■ **TASK REQUIREMENTS**
Each line below that contains the word "dead" is to be counted; give only the final number.

■ **EXERCISE INPUTS**
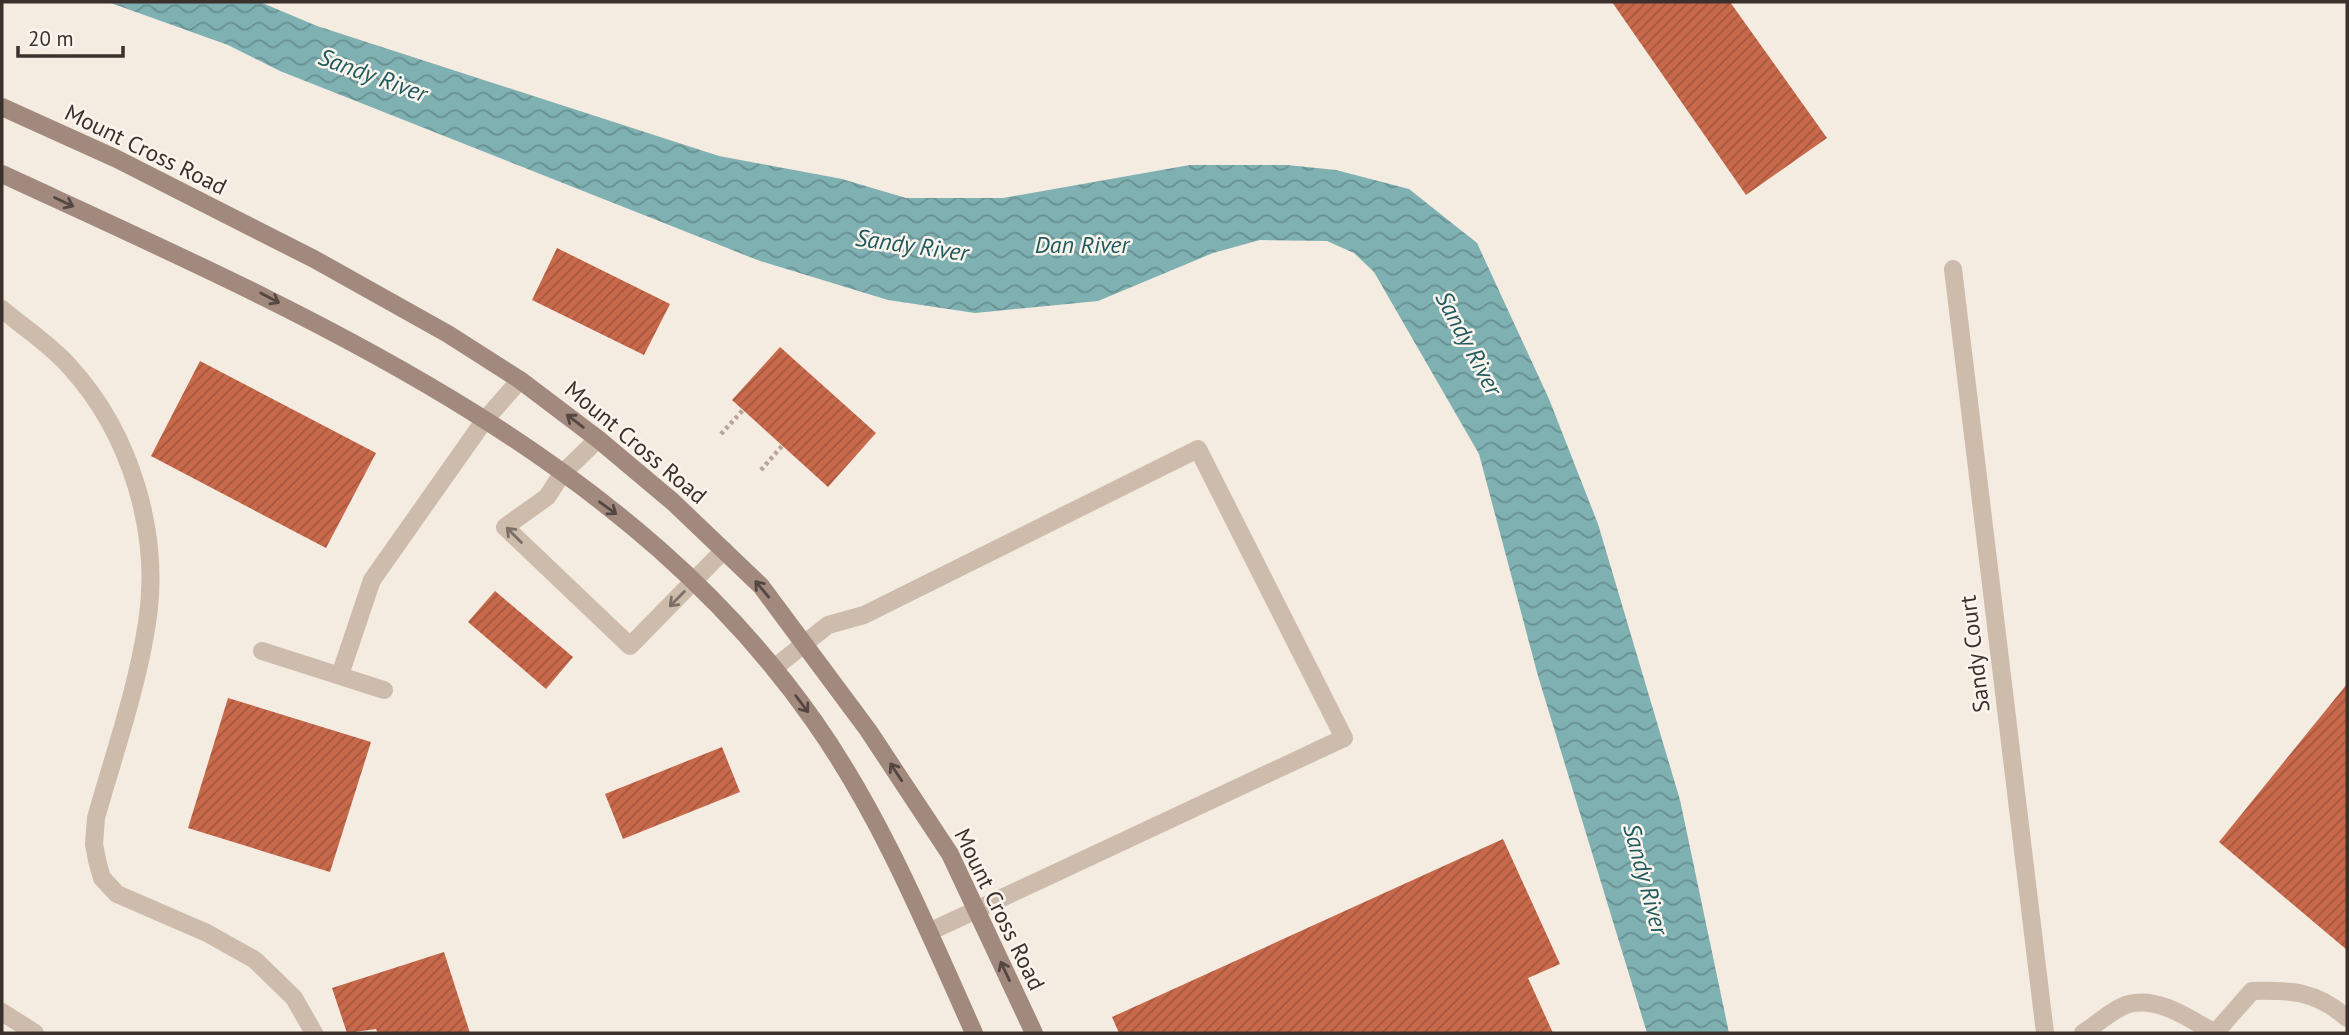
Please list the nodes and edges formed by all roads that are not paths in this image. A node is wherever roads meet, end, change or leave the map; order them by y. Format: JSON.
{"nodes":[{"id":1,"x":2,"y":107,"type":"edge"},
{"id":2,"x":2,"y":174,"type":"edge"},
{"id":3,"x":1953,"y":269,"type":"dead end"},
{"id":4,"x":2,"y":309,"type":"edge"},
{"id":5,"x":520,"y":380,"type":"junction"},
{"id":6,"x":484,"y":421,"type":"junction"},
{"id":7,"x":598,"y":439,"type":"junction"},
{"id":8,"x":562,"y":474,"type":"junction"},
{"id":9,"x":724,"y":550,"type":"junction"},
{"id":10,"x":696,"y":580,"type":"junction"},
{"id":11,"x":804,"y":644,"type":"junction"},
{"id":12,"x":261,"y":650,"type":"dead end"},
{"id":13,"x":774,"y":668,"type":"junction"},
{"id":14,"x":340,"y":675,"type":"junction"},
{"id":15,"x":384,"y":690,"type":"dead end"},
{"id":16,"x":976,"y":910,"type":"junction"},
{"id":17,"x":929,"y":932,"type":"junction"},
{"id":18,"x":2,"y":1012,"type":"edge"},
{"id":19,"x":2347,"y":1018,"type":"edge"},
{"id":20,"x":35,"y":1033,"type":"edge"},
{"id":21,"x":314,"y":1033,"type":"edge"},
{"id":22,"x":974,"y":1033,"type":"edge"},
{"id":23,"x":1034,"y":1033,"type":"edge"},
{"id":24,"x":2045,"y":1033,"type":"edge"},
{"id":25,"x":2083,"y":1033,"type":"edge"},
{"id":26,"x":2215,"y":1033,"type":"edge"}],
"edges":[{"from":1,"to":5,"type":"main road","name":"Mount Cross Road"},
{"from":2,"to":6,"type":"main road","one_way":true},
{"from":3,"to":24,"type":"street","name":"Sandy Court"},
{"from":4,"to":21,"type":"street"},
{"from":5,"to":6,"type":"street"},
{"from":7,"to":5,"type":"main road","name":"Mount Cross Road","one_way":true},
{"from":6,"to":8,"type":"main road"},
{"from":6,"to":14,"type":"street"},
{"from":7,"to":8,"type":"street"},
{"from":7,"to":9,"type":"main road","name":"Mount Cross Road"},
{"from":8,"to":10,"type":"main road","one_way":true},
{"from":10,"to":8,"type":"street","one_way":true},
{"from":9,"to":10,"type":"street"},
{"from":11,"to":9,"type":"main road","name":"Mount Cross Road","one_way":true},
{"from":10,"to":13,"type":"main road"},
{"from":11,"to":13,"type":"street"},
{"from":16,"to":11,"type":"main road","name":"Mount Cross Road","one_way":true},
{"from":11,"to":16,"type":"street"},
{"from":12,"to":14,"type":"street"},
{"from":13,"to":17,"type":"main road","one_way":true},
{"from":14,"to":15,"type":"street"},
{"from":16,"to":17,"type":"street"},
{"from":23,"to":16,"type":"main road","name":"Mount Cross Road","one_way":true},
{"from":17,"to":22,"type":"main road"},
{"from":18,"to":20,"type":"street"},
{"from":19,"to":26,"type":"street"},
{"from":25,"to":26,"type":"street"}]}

■ **SOLUTION FOR THIS TASK**
3